### Information shown
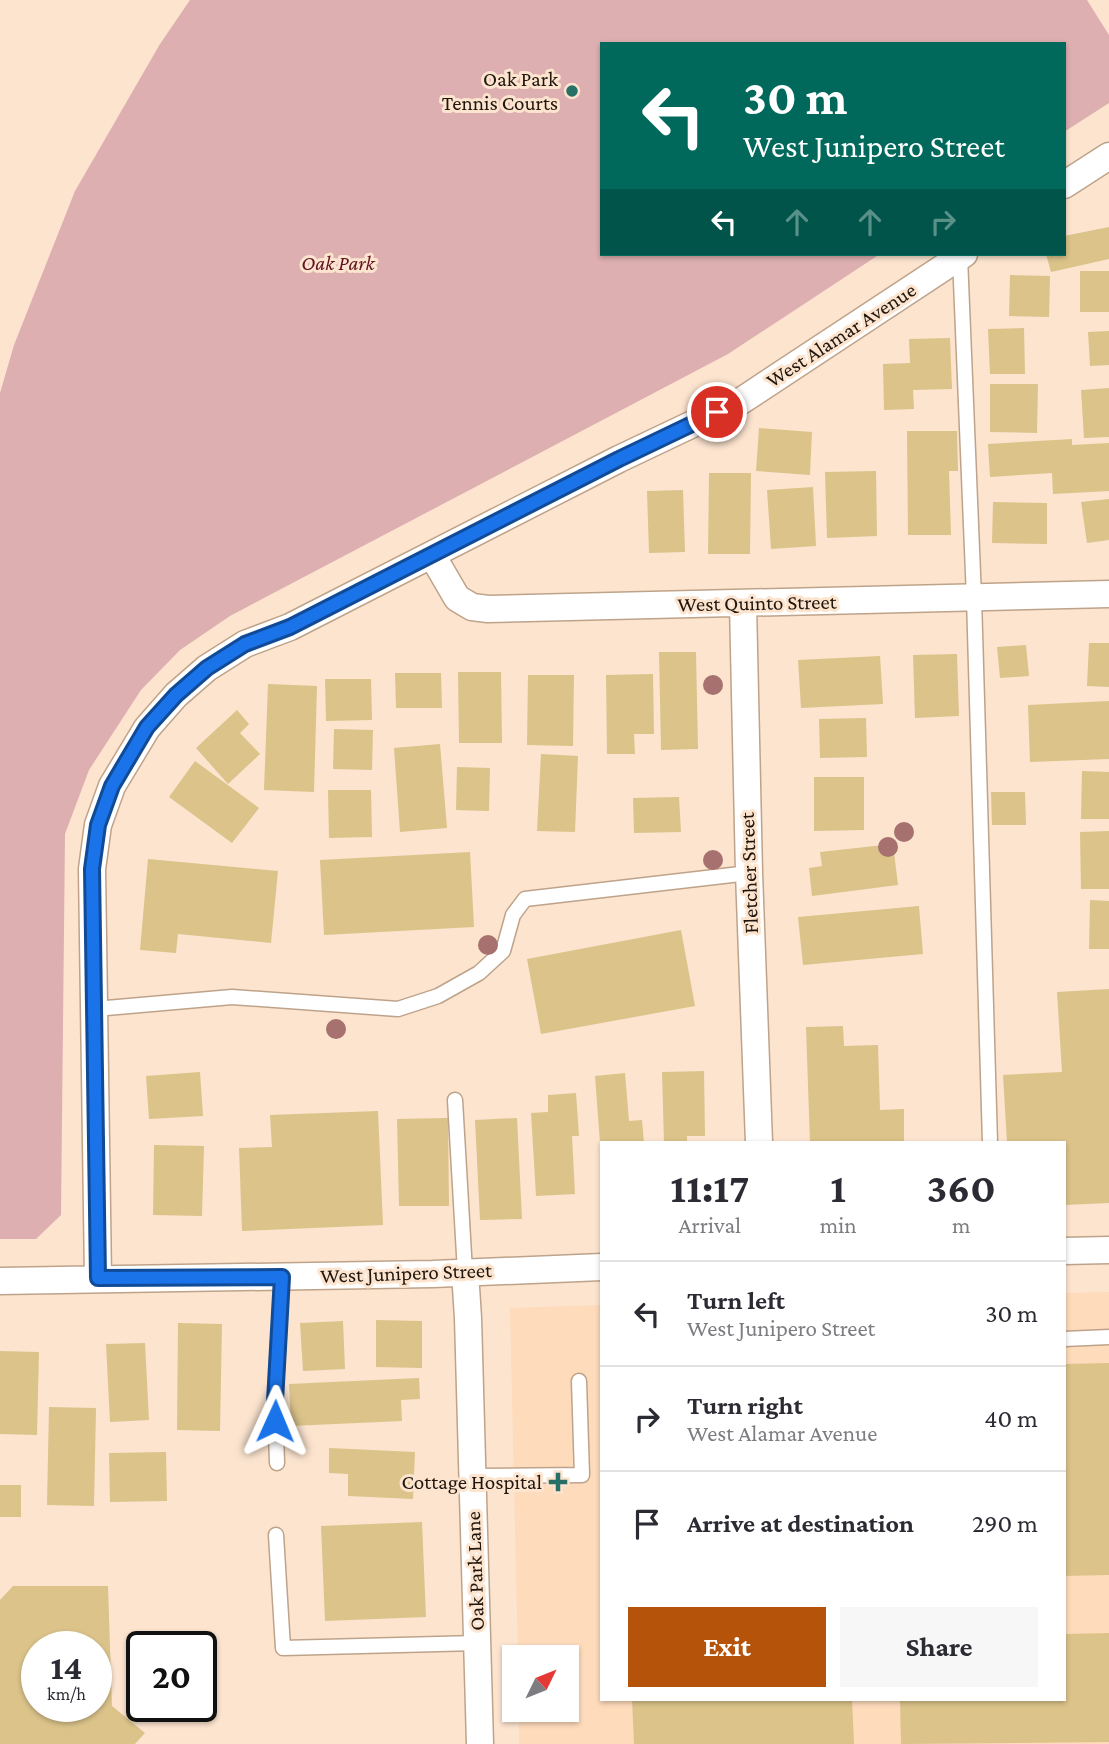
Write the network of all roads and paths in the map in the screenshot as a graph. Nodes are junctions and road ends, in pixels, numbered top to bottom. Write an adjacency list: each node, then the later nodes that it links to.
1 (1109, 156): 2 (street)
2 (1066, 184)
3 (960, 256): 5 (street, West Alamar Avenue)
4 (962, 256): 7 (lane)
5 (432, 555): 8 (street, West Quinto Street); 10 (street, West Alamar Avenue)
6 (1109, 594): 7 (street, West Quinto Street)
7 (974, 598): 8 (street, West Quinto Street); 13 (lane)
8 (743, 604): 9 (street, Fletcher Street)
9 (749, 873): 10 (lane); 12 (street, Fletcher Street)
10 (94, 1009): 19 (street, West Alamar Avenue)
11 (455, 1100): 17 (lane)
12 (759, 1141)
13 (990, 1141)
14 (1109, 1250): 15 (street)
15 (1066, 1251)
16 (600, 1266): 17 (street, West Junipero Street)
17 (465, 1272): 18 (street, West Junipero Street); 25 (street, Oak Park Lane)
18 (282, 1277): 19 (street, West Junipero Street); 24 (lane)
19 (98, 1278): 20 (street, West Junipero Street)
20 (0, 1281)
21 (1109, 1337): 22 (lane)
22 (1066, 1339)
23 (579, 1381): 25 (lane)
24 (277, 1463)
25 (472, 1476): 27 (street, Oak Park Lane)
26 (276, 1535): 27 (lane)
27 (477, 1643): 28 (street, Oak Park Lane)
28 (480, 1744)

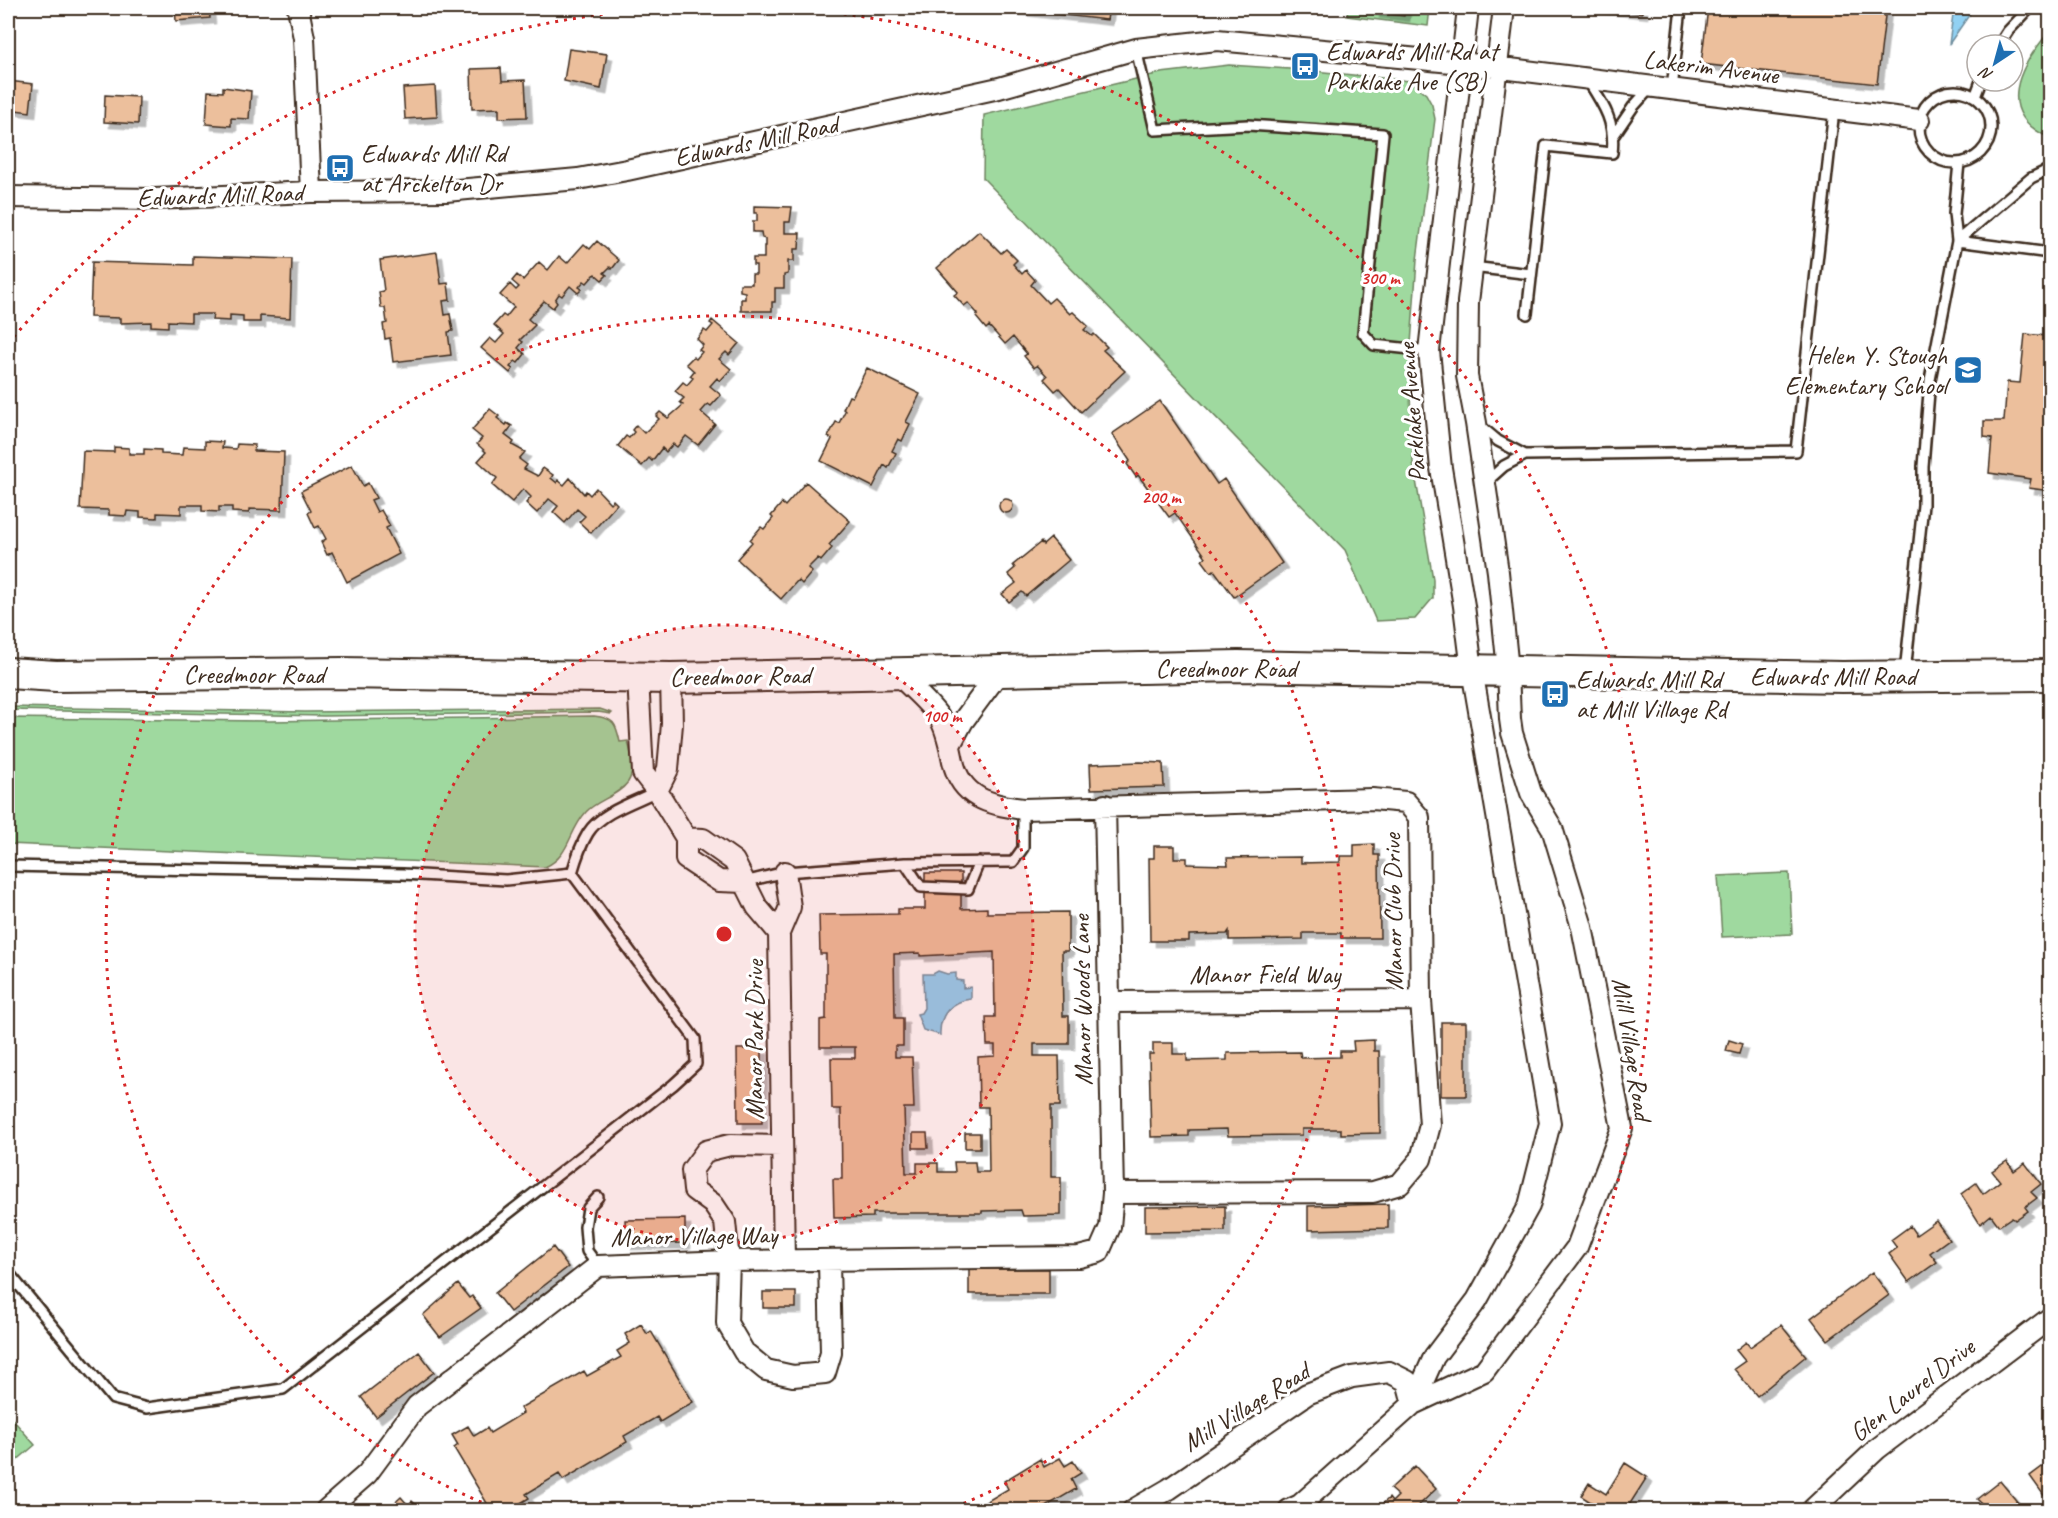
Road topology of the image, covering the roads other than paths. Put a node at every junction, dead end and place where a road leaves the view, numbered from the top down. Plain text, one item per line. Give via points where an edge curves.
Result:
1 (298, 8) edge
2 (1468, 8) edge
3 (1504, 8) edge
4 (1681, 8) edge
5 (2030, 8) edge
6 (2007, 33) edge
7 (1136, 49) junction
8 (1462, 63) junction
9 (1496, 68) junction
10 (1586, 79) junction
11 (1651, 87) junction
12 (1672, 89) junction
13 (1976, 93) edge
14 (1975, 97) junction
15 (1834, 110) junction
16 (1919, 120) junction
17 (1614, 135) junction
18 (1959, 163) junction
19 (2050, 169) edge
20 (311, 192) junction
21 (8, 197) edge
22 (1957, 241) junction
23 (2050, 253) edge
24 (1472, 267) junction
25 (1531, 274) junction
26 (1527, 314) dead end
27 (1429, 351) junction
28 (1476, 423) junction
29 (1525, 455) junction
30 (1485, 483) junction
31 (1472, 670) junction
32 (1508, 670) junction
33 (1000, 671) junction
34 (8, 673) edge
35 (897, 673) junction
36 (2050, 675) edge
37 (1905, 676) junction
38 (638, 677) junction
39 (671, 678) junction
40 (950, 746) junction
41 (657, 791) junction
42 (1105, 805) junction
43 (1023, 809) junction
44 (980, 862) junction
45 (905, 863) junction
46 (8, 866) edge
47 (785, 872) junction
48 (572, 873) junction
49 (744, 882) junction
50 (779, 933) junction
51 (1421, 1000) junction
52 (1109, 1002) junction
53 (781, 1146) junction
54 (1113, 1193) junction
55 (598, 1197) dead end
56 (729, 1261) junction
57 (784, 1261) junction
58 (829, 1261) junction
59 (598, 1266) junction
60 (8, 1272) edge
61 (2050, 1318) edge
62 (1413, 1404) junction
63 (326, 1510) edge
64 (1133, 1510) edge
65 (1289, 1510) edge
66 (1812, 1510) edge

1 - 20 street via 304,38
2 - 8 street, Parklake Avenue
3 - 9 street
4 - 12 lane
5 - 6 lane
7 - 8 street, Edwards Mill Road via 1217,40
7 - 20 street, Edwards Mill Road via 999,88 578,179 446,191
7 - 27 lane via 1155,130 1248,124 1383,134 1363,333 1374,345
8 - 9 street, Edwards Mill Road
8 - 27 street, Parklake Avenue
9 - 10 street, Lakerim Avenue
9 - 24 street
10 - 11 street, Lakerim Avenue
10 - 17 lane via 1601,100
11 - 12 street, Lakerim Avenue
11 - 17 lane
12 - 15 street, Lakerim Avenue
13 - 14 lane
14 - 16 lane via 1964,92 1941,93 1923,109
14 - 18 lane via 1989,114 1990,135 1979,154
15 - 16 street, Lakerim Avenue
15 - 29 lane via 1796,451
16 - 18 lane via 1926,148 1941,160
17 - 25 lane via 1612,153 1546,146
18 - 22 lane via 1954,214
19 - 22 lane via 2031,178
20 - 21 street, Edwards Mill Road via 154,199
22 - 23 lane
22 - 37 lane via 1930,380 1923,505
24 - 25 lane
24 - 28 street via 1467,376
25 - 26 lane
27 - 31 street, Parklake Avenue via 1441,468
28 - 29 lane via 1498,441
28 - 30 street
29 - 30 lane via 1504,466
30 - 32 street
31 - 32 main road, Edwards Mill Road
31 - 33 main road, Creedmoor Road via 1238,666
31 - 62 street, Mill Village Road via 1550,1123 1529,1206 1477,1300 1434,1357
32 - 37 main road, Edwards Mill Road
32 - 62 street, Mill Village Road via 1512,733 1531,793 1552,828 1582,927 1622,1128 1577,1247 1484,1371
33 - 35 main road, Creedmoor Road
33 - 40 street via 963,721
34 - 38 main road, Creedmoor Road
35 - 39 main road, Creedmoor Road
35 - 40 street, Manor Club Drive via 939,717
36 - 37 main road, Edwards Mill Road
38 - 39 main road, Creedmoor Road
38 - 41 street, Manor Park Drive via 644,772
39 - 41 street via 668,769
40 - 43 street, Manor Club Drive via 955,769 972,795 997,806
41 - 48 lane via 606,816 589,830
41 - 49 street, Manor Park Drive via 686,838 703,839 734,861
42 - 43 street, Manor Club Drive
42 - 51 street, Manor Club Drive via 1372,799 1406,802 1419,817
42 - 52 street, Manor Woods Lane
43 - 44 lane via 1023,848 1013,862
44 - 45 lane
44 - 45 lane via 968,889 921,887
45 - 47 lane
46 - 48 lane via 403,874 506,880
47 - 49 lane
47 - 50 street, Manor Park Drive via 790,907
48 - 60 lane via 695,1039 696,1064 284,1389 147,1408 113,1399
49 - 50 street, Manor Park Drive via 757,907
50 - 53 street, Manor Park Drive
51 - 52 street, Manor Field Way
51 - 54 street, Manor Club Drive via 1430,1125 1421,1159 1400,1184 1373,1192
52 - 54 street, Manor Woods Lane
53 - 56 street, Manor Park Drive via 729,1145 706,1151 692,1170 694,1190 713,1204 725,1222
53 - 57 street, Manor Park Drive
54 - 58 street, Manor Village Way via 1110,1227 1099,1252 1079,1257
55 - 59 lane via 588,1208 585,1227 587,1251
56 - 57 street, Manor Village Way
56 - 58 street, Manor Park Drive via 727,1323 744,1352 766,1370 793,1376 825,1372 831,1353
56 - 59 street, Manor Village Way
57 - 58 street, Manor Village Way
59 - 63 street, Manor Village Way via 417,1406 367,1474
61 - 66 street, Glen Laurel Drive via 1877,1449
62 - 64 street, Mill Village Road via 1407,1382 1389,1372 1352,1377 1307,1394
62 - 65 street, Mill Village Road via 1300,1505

### Activity
Pictures aside, repeat exactly every line from the top of the listing above through the line bearing "Road topology of", inclusive.

### Answer
Write the network of all roads and paths in the map in the screenshot as a graph. Nodes are junctions and road ends, in pixels, numbered top to bottom. Write an adjacency list: each node, then the later nodes that it links to.
1 (1109, 156): 2 (street)
2 (1066, 184)
3 (960, 256): 5 (street, West Alamar Avenue)
4 (962, 256): 7 (lane)
5 (432, 555): 8 (street, West Quinto Street); 10 (street, West Alamar Avenue)
6 (1109, 594): 7 (street, West Quinto Street)
7 (974, 598): 8 (street, West Quinto Street); 13 (lane)
8 (743, 604): 9 (street, Fletcher Street)
9 (749, 873): 10 (lane); 12 (street, Fletcher Street)
10 (94, 1009): 19 (street, West Alamar Avenue)
11 (455, 1100): 17 (lane)
12 (759, 1141)
13 (990, 1141)
14 (1109, 1250): 15 (street)
15 (1066, 1251)
16 (600, 1266): 17 (street, West Junipero Street)
17 (465, 1272): 18 (street, West Junipero Street); 25 (street, Oak Park Lane)
18 (282, 1277): 19 (street, West Junipero Street); 24 (lane)
19 (98, 1278): 20 (street, West Junipero Street)
20 (0, 1281)
21 (1109, 1337): 22 (lane)
22 (1066, 1339)
23 (579, 1381): 25 (lane)
24 (277, 1463)
25 (472, 1476): 27 (street, Oak Park Lane)
26 (276, 1535): 27 (lane)
27 (477, 1643): 28 (street, Oak Park Lane)
28 (480, 1744)

Road topology of the image, covering the roads other than paths. Put a node at every junction, dead end and place where a road leaves the view, numbered from the top down. Plain text, one item per line. Give via points where an edge curves.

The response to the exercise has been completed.